Cotacachi Gringo Restaurants
Industrious expats have opened several restaurants. First was Serendipity on Gonzales Suarez, the inspiration of an artist from Florida. She draped striped fabric on the ceiling, painted the metal door and window deep orange and hung out her colorful sign.
She was immediately inundated with business, especially from single expat men who can't get enough of her home-cooked meatloaf, hamburgers, lasagna and large North American salads. Another expat makes some of her desserts-scrumptious brownies and carrot cake, while Nancy whips up tiramisu that never stays around very long.
Serendipity also sells hard-to-find things like fresh ginger and spirulina. Good art and crafts fill the walls and shelves and there are used books and used movies to exchange.
Serendipity was sold in early 2012 to two male partners, one who is Italian. While the menu remains somewhat the same, new Italian dishes have been added to the menu. The restaurant was also enlarged with lots of new art work added to the decor. For those of us who have lived in Cotacachi for a long time, Serendipity has been a breath of fresh air. I almost died and went to heaven when I ordered my first plate of meat loaf and mashed potatoes.
Next came the Solid Rock on Diez de Agosto, which offers another wide range of international dishes. I'm in heaven because now I can enjoy more-creative feasting than when we first moved to Cotacachi. Gotta watch the waist line more than before. Solid Rock puts out a great breakfast.
Two expats are partnering on a fried chicken restaurant called Klippers. It was in the same compound as Solid Rock, but moved to a location on the main square. This is a KFC style chicken, but for my money is better. They now have three of these restaurants and are looking for more locations.
Little restaurants come and go with amazing frequency. Our favorite dive with $1 roasted chicken dinners has closed, even though the chicken was absolutely delectable and the price unbelievable.
There was a Chinese restaurant for a short time but the Chinese owners are long-gone because the food wasn't very good. Every dish tasted exactly the same.
Another "comedor" restaurant near San Francisco church closed for awhile, but then re-opened just a half block west of 10 de Agosto. They have a great fixed lunch meal for $2.50, along with some menu items. This is very typical Ecuadorian food, really cheap and good.
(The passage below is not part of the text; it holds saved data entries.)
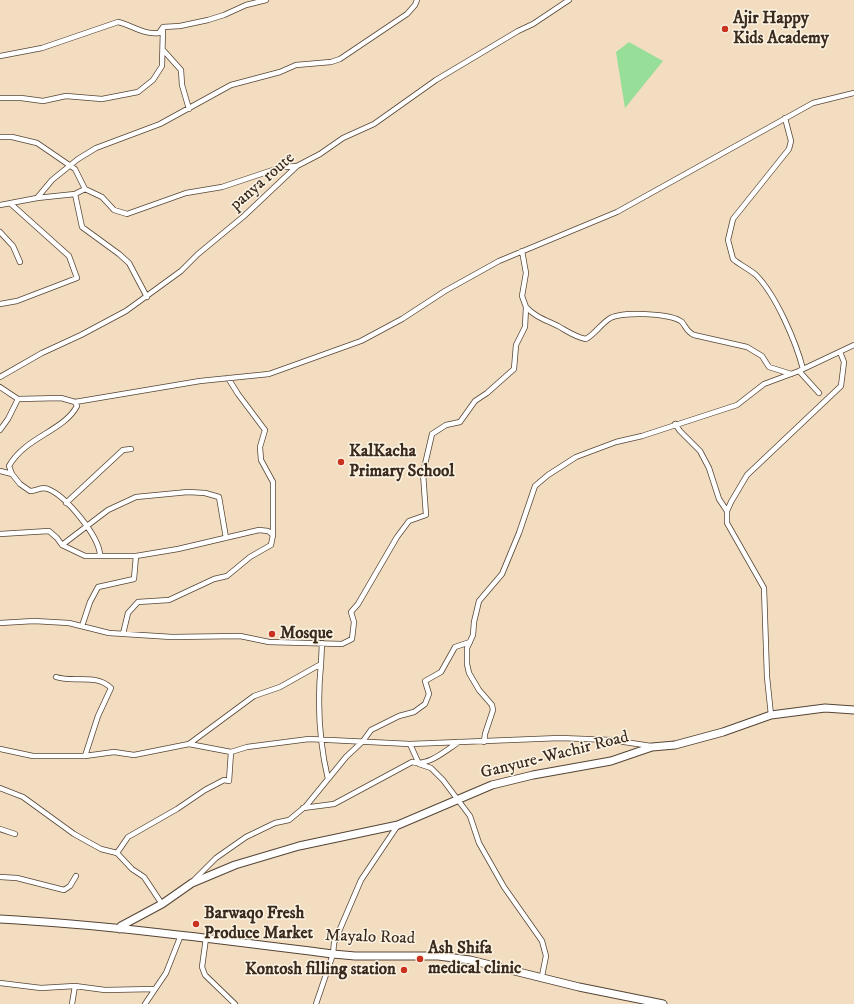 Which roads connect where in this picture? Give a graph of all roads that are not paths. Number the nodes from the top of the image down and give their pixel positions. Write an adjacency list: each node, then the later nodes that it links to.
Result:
1 (266, 0): 4 (street)
2 (417, 0): 9 (street)
3 (569, 0): 13 (street, panya route)
4 (162, 27): 5 (street); 6 (street)
5 (164, 51): 8 (street); 9 (street)
6 (0, 56)
7 (854, 94): 10 (street)
8 (0, 98)
9 (189, 109): 12 (street)
10 (785, 118): 20 (street); 27 (street)
11 (0, 137): 12 (street)
12 (68, 165): 14 (street); 16 (street)
13 (297, 166): 14 (street); 22 (street, panya route)
14 (85, 189): 15 (street)
15 (75, 194): 16 (street); 22 (street)
16 (37, 198): 17 (street)
17 (11, 204): 18 (street); 23 (street)
18 (0, 205)
19 (0, 232): 21 (street)
20 (522, 252): 24 (street); 30 (street)
21 (20, 262)
22 (147, 297): 29 (street, panya route)
23 (0, 304)
24 (526, 307): 28 (street); 53 (street)
25 (854, 345): 26 (street)
26 (840, 352): 27 (street); 41 (street)
27 (801, 370): 28 (street); 32 (street)
28 (791, 374): 35 (street)
29 (0, 377)
30 (228, 378): 34 (street); 44 (street)
31 (0, 388): 33 (street)
32 (819, 393)
33 (18, 399): 34 (street); 36 (street)
34 (75, 402): 39 (street)
35 (675, 424): 41 (street); 52 (street)
36 (0, 430)
37 (131, 449): 40 (street)
38 (0, 470): 39 (street)
39 (12, 474): 40 (street)
40 (66, 503): 42 (street)
41 (728, 511): 57 (street)
42 (88, 527): 45 (street); 46 (street); 47 (street)
43 (0, 534): 46 (street)
44 (273, 535): 45 (street); 51 (street)
45 (226, 538): 48 (street)
46 (62, 545): 47 (street)
47 (100, 555): 48 (street)
48 (136, 556): 50 (street)
49 (0, 623): 50 (street)
50 (82, 626): 51 (street)
51 (123, 634): 53 (street)
52 (470, 642): 59 (street); 61 (street)
53 (322, 643): 54 (street)
54 (321, 664): 58 (street); 62 (street)
55 (56, 677): 68 (street)
56 (854, 710): 57 (street, Ganyure-Wachir Road)
57 (771, 715): 64 (street, Ganyure-Wachir Road)
58 (320, 739): 59 (street); 66 (street); 70 (street)
59 (363, 741): 63 (street); 70 (street)
60 (459, 742): 61 (street); 63 (street); 69 (street)
61 (484, 742): 64 (street)
62 (189, 744): 66 (street); 68 (street)
63 (410, 744): 69 (street)
64 (652, 746): 72 (street, Ganyure-Wachir Road)
65 (1, 750): 67 (street); 68 (street)
66 (231, 752): 77 (street)
67 (0, 756)
68 (85, 756)
69 (419, 764): 72 (street); 73 (street)
70 (328, 779): 73 (street)
71 (0, 788): 77 (street)
72 (457, 800): 74 (street, Ganyure-Wachir Road); 87 (street)
73 (303, 808): 80 (street)
74 (398, 825): 80 (street, Ganyure-Wachir Road); 86 (street)
75 (0, 829): 76 (street)
76 (15, 834)
77 (117, 853): 81 (street)
78 (76, 876): 79 (street)
79 (0, 877)
80 (192, 883): 81 (street, Ganyure-Wachir Road)
81 (162, 904): 83 (street, Ganyure-Wachir Road)
82 (0, 919): 83 (street, Mayalo Road)
83 (120, 929): 84 (street, Mayalo Road)
84 (181, 935): 85 (street, Mayalo Road); 90 (street)
85 (206, 938): 86 (street, Mayalo Road); 93 (street)
86 (333, 954): 87 (street, Mayalo Road); 94 (street)
87 (542, 976): 95 (street, Mayalo Road)
88 (0, 984): 89 (street)
89 (75, 986): 90 (street); 91 (street)
90 (155, 989): 92 (street)
91 (72, 1004)
92 (145, 1004)
93 (235, 1004)
94 (316, 1004)
95 (663, 1004)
An American couple bought a little grill called Trebol just a couple of doors west of the stop light on Sucre. It's a tiny hole in the wall but they are reputed to put out the best hamburgers in town, along with buritos and buffalo wings. Great food!
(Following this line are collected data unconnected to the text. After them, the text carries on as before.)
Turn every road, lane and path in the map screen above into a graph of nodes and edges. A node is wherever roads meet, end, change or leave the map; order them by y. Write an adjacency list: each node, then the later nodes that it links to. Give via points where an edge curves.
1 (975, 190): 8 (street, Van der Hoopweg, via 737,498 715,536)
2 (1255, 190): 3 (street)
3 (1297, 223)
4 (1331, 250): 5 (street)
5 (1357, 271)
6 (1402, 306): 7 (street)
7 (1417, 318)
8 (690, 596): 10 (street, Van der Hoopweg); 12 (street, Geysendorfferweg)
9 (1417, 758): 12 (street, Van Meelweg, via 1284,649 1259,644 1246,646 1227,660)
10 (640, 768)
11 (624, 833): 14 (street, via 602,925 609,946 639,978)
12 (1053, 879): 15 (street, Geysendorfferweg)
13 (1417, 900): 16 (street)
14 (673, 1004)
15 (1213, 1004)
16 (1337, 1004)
The latest addition to Cotacachi cusine is a Russian restaurant, Kalinka, with an honest to goodness authentic Russian chef. If you are in the market for pirogis, sauerkraut, chicken Kiev, borscht, cabbage rolls, and a wide variety of main dishes and desserts, check this restaurant out. Olga sends out an email to her mailing list every day announcing the every changing menu. If you can't find it, ask someone for directions. If you want to get on her email list, write to firstname.lastname@example.org.
People often ask if it is safe to eat salads in Cotacachi, due to the water. Well, the simple truth is that Cotacachi has some of the best water in Ecuador, and will compare favorably with most U.S. water systems. Nevertheless, I'm not going to tell you that you won't get sick. The problem tends to be food handling.
Frankly, I've occasionally gotten sick after eating in most of the restaurants in Cotacachi, including the best. About the only thing you can do is follow you instincts. If the chicken or fish seems a little off, don't eat it. And watch to see if they take the salsa out of the refrigerator or off of another table. The fact is that most of the kitchen help is not trained to know when food is bad. That's why we say, bring the grapefruit seed extract.
I look forward to an ever-expanding sampling of good food as more and more restaurants make their appearance on the Cotacachi culinary scene.